No. Not for even a minute would I want her with me in this. Even being alone in her past, she had Aunt Theresa and all her friends, and her amazing talents of acting and her ability to get scholarships and do something great with her future. And even if Nathan would have passed Tag’s “test,” I wouldn’t have wished this on him, either.
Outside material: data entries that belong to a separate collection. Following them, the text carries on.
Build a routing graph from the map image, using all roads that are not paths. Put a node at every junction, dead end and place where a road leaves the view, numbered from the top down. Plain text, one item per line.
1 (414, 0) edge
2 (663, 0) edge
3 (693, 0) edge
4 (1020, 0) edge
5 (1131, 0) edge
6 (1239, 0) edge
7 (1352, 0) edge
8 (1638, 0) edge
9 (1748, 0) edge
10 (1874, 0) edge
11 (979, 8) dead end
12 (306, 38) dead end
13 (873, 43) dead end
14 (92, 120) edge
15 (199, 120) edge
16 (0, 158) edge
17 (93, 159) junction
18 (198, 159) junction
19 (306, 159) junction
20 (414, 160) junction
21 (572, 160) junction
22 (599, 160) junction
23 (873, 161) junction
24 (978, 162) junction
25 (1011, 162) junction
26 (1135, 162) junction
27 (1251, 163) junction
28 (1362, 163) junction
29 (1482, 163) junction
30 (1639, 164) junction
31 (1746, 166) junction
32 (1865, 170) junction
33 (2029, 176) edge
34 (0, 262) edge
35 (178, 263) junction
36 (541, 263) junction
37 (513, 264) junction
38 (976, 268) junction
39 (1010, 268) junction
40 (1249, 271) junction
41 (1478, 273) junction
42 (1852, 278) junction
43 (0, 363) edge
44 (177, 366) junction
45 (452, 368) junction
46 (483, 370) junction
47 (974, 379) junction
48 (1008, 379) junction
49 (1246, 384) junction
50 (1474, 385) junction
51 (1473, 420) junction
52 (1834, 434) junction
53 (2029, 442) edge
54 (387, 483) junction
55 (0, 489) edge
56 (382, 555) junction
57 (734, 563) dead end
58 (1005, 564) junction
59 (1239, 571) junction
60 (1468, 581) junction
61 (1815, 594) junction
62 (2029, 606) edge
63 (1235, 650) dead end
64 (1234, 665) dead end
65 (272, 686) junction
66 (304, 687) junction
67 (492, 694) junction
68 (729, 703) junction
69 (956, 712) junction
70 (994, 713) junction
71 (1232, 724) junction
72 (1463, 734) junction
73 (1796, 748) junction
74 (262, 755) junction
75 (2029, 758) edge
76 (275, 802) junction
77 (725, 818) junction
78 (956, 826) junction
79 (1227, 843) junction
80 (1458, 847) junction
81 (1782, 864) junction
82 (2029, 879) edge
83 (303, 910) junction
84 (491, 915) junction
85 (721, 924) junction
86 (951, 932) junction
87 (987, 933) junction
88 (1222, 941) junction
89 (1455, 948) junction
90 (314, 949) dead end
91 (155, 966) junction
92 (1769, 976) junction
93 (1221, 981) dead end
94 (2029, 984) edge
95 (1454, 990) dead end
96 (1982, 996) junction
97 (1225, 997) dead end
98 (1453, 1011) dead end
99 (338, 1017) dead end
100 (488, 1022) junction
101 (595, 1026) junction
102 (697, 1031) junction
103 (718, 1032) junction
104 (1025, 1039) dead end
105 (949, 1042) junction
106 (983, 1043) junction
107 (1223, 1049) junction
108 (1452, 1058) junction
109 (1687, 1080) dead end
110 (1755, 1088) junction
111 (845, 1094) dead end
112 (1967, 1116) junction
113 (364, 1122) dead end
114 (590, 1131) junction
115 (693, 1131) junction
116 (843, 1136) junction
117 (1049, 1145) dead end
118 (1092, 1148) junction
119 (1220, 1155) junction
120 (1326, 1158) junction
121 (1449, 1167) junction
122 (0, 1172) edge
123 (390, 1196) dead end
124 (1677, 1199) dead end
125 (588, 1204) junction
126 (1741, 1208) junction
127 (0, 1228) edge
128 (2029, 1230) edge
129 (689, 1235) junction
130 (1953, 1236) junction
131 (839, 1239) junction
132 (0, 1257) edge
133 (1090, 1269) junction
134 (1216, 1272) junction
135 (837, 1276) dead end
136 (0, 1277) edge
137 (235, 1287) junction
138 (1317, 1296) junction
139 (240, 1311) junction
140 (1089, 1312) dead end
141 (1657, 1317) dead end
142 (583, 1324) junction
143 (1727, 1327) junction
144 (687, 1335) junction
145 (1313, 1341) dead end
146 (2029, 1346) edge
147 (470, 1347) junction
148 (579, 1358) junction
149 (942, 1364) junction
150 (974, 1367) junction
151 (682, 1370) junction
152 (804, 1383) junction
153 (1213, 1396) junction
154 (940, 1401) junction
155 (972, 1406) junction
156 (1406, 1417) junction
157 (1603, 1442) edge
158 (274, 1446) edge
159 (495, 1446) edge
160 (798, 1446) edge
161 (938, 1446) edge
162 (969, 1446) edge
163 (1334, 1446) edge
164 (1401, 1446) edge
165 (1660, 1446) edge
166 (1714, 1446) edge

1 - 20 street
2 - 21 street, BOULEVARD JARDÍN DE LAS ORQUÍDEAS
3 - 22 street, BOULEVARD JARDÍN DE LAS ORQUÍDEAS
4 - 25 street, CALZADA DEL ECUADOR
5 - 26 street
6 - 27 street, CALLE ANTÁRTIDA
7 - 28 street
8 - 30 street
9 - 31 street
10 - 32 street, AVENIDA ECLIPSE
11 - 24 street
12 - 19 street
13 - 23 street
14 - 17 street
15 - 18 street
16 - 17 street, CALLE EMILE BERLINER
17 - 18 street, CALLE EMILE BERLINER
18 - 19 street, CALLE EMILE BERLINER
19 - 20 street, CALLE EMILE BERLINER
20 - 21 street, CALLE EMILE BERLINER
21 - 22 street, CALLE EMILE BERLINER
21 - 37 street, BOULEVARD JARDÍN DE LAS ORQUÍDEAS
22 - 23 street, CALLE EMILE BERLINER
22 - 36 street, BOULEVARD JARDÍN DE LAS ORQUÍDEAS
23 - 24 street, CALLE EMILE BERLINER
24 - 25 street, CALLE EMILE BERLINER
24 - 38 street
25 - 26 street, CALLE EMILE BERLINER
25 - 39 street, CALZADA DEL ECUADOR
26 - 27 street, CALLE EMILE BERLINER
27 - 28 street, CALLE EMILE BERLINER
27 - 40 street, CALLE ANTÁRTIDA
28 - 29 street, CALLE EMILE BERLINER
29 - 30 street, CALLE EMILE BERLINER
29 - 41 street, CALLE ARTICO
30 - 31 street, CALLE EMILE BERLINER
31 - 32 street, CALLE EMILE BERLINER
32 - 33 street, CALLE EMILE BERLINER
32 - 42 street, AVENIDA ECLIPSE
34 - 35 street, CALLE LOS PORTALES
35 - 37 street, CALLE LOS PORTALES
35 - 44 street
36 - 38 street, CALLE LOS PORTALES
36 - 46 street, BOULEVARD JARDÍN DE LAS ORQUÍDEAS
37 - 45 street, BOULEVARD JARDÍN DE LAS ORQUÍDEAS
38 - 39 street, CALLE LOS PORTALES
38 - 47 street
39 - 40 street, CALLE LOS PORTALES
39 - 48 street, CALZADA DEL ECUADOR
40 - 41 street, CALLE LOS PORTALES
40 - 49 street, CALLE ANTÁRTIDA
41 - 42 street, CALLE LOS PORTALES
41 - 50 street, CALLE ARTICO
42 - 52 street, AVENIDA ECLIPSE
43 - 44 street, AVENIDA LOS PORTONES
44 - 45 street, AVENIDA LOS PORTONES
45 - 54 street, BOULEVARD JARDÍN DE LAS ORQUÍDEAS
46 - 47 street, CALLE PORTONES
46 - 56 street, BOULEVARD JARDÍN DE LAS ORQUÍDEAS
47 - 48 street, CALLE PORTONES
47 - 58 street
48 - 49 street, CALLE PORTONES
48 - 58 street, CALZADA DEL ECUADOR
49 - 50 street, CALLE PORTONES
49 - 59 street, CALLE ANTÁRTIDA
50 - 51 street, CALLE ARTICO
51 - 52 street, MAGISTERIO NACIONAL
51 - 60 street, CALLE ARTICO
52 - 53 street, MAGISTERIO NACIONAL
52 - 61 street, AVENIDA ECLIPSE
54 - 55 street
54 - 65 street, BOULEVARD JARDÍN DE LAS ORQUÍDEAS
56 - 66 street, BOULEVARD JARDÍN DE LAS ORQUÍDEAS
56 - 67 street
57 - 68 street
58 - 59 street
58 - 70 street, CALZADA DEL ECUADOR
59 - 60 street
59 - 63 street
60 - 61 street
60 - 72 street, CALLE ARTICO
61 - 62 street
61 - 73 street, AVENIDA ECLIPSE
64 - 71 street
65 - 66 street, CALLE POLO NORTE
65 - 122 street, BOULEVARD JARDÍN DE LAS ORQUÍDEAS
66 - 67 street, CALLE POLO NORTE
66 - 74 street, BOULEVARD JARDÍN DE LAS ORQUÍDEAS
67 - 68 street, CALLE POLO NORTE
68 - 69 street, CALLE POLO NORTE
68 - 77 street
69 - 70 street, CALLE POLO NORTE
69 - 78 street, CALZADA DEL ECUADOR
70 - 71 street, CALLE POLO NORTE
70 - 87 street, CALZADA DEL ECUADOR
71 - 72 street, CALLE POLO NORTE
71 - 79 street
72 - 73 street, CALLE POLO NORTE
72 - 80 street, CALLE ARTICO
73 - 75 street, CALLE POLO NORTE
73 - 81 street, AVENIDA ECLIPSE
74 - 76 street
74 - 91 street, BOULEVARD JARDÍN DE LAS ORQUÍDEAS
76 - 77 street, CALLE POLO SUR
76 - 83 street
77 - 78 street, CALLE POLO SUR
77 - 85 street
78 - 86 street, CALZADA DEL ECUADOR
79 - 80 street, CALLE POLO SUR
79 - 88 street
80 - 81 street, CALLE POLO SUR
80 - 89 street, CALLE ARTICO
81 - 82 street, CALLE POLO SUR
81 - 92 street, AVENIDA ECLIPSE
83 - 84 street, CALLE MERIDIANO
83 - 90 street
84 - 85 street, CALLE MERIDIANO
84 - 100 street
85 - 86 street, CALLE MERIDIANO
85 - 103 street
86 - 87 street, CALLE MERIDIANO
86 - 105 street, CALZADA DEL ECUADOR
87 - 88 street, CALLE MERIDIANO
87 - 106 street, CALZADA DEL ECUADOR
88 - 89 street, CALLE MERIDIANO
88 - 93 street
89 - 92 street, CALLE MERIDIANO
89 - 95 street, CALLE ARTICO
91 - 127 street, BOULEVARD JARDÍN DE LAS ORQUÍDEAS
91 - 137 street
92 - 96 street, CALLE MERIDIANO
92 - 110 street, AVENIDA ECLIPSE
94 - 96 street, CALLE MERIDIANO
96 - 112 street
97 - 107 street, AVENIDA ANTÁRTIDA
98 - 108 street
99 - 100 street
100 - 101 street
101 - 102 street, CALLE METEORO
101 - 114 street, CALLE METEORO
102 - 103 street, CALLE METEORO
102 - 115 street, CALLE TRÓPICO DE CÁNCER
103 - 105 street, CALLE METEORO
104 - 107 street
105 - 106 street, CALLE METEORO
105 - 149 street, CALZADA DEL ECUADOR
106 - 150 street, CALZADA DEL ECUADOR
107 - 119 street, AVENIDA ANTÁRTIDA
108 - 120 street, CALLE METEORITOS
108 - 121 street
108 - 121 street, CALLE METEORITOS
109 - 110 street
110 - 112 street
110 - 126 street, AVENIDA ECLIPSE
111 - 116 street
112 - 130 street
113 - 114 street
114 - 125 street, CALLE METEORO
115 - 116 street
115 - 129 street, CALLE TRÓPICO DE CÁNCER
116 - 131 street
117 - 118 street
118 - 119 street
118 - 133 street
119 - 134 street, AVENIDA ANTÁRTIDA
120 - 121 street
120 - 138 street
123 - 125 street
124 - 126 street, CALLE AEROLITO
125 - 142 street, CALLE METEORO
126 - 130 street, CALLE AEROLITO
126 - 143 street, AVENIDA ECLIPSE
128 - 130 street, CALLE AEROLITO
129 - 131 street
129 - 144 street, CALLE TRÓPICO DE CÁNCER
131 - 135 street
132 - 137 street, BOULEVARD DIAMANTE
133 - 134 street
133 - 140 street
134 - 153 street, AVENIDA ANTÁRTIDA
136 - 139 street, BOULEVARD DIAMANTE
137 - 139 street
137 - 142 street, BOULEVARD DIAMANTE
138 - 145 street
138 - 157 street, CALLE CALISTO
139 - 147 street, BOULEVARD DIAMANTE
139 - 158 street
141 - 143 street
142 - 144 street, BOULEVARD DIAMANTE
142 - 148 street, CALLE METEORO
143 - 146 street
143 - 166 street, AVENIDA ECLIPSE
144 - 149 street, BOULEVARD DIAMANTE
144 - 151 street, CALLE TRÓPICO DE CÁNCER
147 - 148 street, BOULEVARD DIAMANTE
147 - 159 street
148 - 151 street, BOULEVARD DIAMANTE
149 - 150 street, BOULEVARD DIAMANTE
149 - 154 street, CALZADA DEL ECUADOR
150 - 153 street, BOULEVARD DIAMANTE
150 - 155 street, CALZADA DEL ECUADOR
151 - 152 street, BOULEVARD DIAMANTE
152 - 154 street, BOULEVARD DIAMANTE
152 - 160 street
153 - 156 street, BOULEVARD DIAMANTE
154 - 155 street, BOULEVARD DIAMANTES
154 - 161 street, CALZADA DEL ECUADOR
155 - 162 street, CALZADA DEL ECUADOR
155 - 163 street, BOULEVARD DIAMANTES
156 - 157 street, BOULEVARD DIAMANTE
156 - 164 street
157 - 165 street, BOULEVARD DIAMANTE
Would Tag have really pulled me out? I thought about how careful he’d been with me, how he worked so hard to keep me comfortable—safe. Maybe, just maybe . . . he might have pulled me from that wreck.
Could I blame him for the casual way he discussed infanticide when he’d been raised with crazy people hurting everyone? Could I blame him for taking me out of that wreck when he’d been sent on an errand he believes will save the world?
Tag was a victim of brainwashing, of a society gone mad. And if I looked hard enough at my own feelings, I found myself respecting him for his perseverance. I found myself respecting all those golden opportunities that he’d had to hurt me, that he’d let pass—where he protected me instead. I found myself respecting that he acted more like a gentleman than most of the adult guys I knew—even more than Paul had with Aunt Theresa. I found myself grudgingly grateful to still have a pulse.
I hated that I couldn’t hate him.
So I shoved my need to hate someone onto this mysterious Professor Raik. Who snatched teenagers from time to start his own super race of clean-blooded humans?
Yet, if things were as bad as Tag had said, if people really did refuse to have more children and mankind really was dying out, did the professor’s mad methods make sense? And wouldn’t it make sense, since I was dead and all anyway, to do something to help?